THE MAROSAN’S WAITRESS (PART 2)

The chicken mami of Marosan’s was legendary, making budgeting easy for the cash strapped to avoid hunger. The dish comes with one piece of crispy fried chicken placed on top of a bowl of
piping hot noodle soup laden with cabbage and spring onions. For the wise, an order of extra rice will be made and then split the order becomes a meal for two, with one eating the rice
and fried chicken and the other feasting on the vegetable noodle soup.

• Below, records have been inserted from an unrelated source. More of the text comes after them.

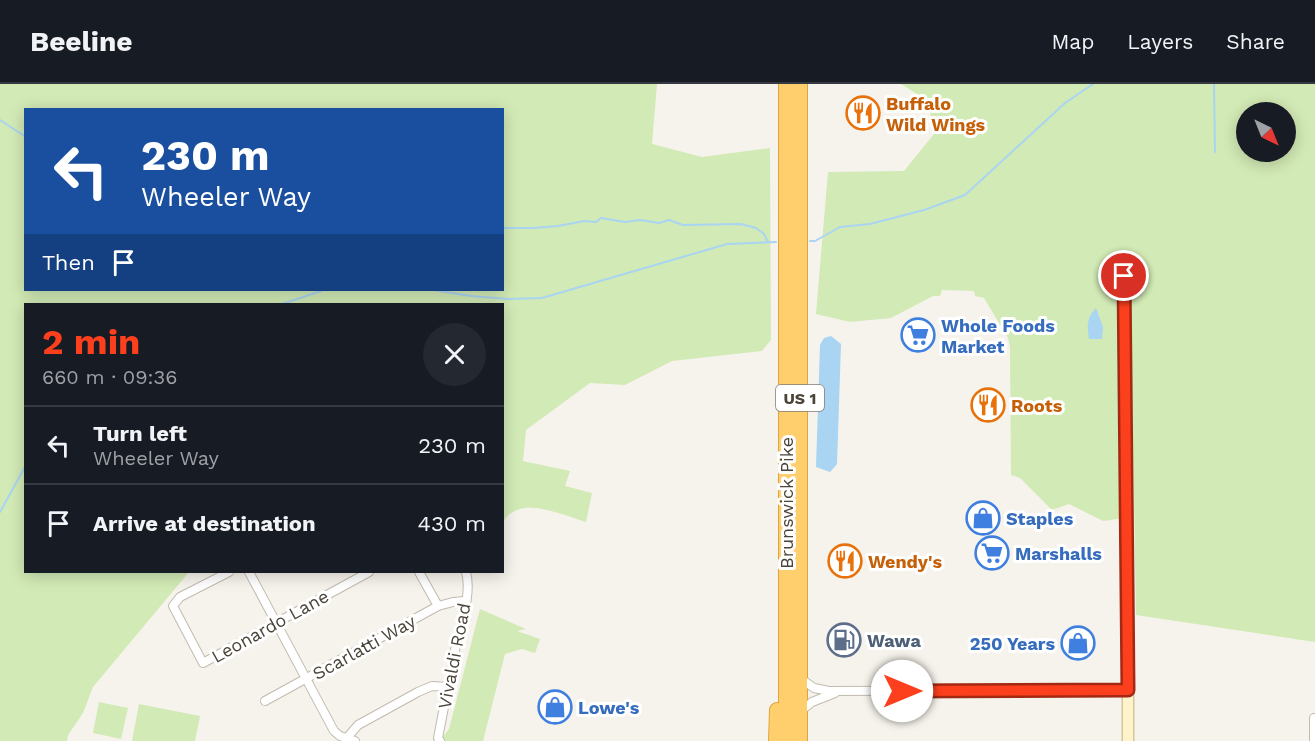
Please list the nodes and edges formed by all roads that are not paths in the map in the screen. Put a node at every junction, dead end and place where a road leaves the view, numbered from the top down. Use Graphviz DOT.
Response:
graph roads {
  1 [pos="786,84"];
  2 [pos="800,84"];
  3 [pos="1124,276"];
  4 [pos="228,573"];
  5 [pos="250,573"];
  6 [pos="367,573"];
  7 [pos="420,573"];
  8 [pos="466,573"];
  9 [pos="465,601"];
  10 [pos="438,606"];
  11 [pos="276,622"];
  12 [pos="787,631"];
  13 [pos="800,678"];
  14 [pos="307,679"];
  15 [pos="448,687"];
  16 [pos="1128,690"];
  17 [pos="842,691"];
  18 [pos="265,701"];
  19 [pos="800,712"];
  20 [pos="1314,718"];
  21 [pos="346,739"];
  22 [pos="355,741"];
  23 [pos="440,741"];
  24 [pos="776,741"];
  25 [pos="786,741"];
  26 [pos="800,741"];
  27 [pos="1128,741"];
  28 [pos="1314,741"];
  1 -- 12 [label="highway, Brunswick Pike / US 1"];
  2 -- 13 [label="highway, Brunswick Pike / US 1"];
  3 -- 16 [label="street"];
  4 -- 11 [label="street, Leonardo Lane"];
  5 -- 11 [label="street"];
  6 -- 11 [label="street, Leonardo Lane"];
  7 -- 10 [label="street"];
  8 -- 9 [label="street, Vivaldi Road"];
  9 -- 10 [label="street, Scarlatti Way"];
  9 -- 15 [label="street, Vivaldi Road"];
  10 -- 14 [label="street, Scarlatti Way"];
  11 -- 14 [label="street"];
  12 -- 24 [label="highway"];
  12 -- 25 [label="highway, Brunswick Pike / US 1"];
  13 -- 17 [label="street"];
  13 -- 19 [label="highway, Brunswick Pike / US 1"];
  14 -- 18 [label="street, Scarlatti Way"];
  14 -- 21 [label="street"];
  15 -- 21 [label="street"];
  15 -- 23 [label="street, Vivaldi Road"];
  16 -- 17 [label="street"];
  16 -- 27 [label="street"];
  17 -- 19 [label="street"];
  19 -- 26 [label="highway, Brunswick Pike / US 1"];
  20 -- 28 [label="street"];
  21 -- 22 [label="street"];
}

For the hungry, the two meals will fill cravings and become an indulgence. As the accidental waitress of Marosan’s, I found this genius, marveling at how an order can be stretched into two
meals but after the marveling, I found this kind of order irritating, as I had to navigate the tables carrying an almost overflowing bowl of piping hot noodle soup, topped with veggies and a substantial piece of chicken while carrying a plate of rice, serving trays were in low stock at the small familyowned resto and so I had to do service the traditional way.

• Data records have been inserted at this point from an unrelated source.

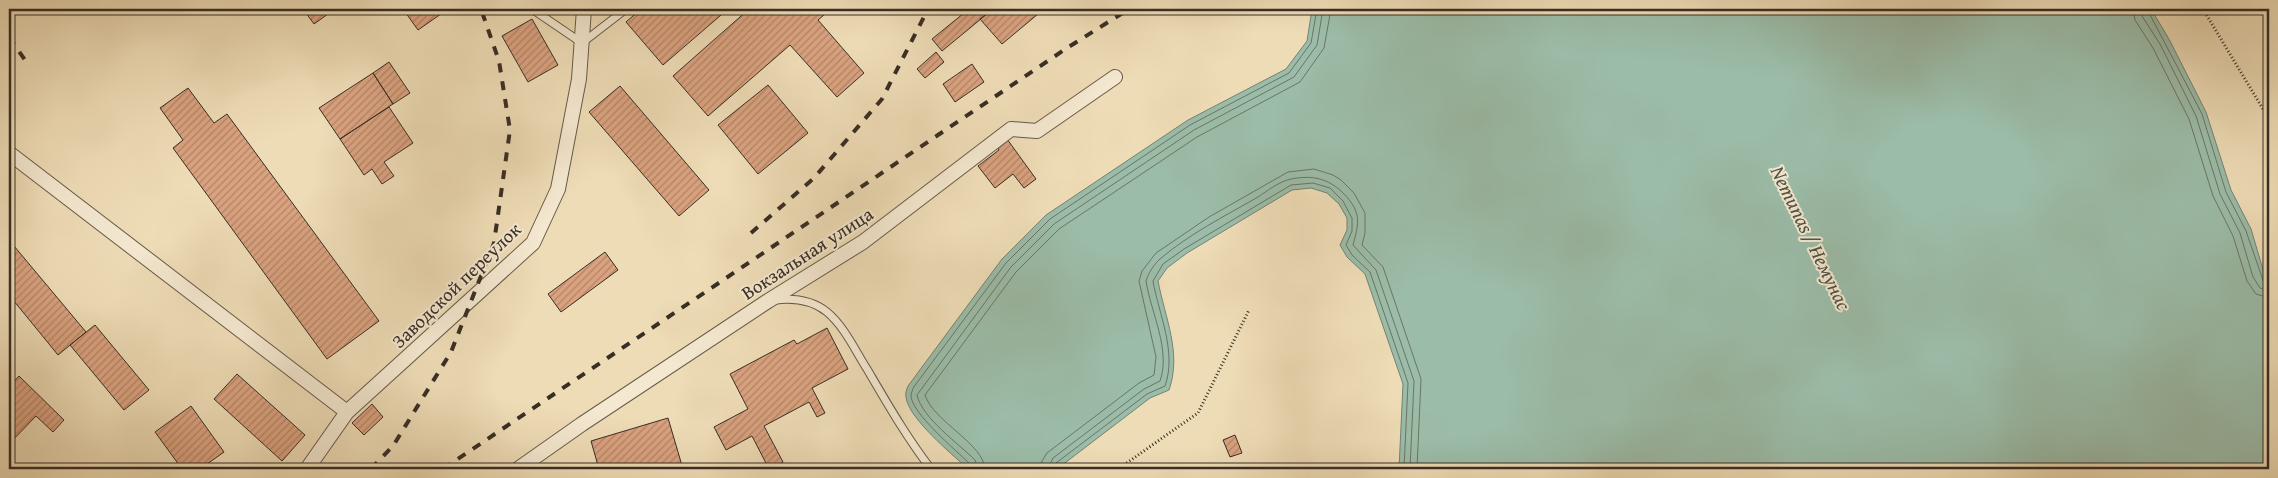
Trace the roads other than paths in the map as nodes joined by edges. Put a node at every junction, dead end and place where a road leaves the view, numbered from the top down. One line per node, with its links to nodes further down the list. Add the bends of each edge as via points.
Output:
1 (532, 9): 4 (lane)
2 (584, 9): 4 (street, Заводской переулок)
3 (626, 9): 4 (lane)
4 (582, 44): 8 (street, Заводской переулок, via 579,79 558,189 533,244)
5 (1115, 78): 7 (street, Вокзальная улица, via 1038,131 1011,129 863,242)
6 (9, 153): 8 (street)
7 (768, 301): 10 (street, Вокзальная улица); 11 (lane, via 794,298 812,303 828,313 846,335 911,443)
8 (347, 412): 9 (street, Заводской переулок)
9 (307, 469)
10 (518, 469)
11 (932, 469)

I learned was a klutz early on in life, but had no qualms diving into tasks that required balance or even grace. So, when I signed up as a waitress, I knew in my heart I was headed for disaster. Days start slow in the small university belt resto, and most of the time, the orders of chicken mami would be most in demand in the morning, when it is still a bit chilly, making the hot soup compensate for the lack of warm weather gear or absence of a significant other. So I take the orders with my fake and trying hard Ilocano accent and dread the time I have to deliver it to their tables.

Why? Because I take a misstep in the balancing of soup and rice plate, with both hands occupied, I sometimes fail to see where I am going. Safe to say, there were many helpless people who I spiled soup on, enough for them to complain to management that I was a walking hazard. Some were more violent than others, of course this was hot soup and was not a joke to be spilled on you, I understood the anger, but managed to get away with it most of the time.

Until there was one boisterous group of Physical Education coaches who began frequenting the small student populated resto. These were the type of male coaches who had machismo enough to make you vomit, making side comments and basically being arrogant chauvinist pigs. They immediately noticed I looked different from all the waitresses, (my colleagues were waaay older than me), with my traying hard Ilocano accent and lowlander features, it was enough to illicit, playful comments and funny smiles from the group. I found them unappealing, so, one time, when their chauvinistic jokes were a little too much, the bowl of piping hot soup landed on their laps. Suffice to say, they never bothered me again.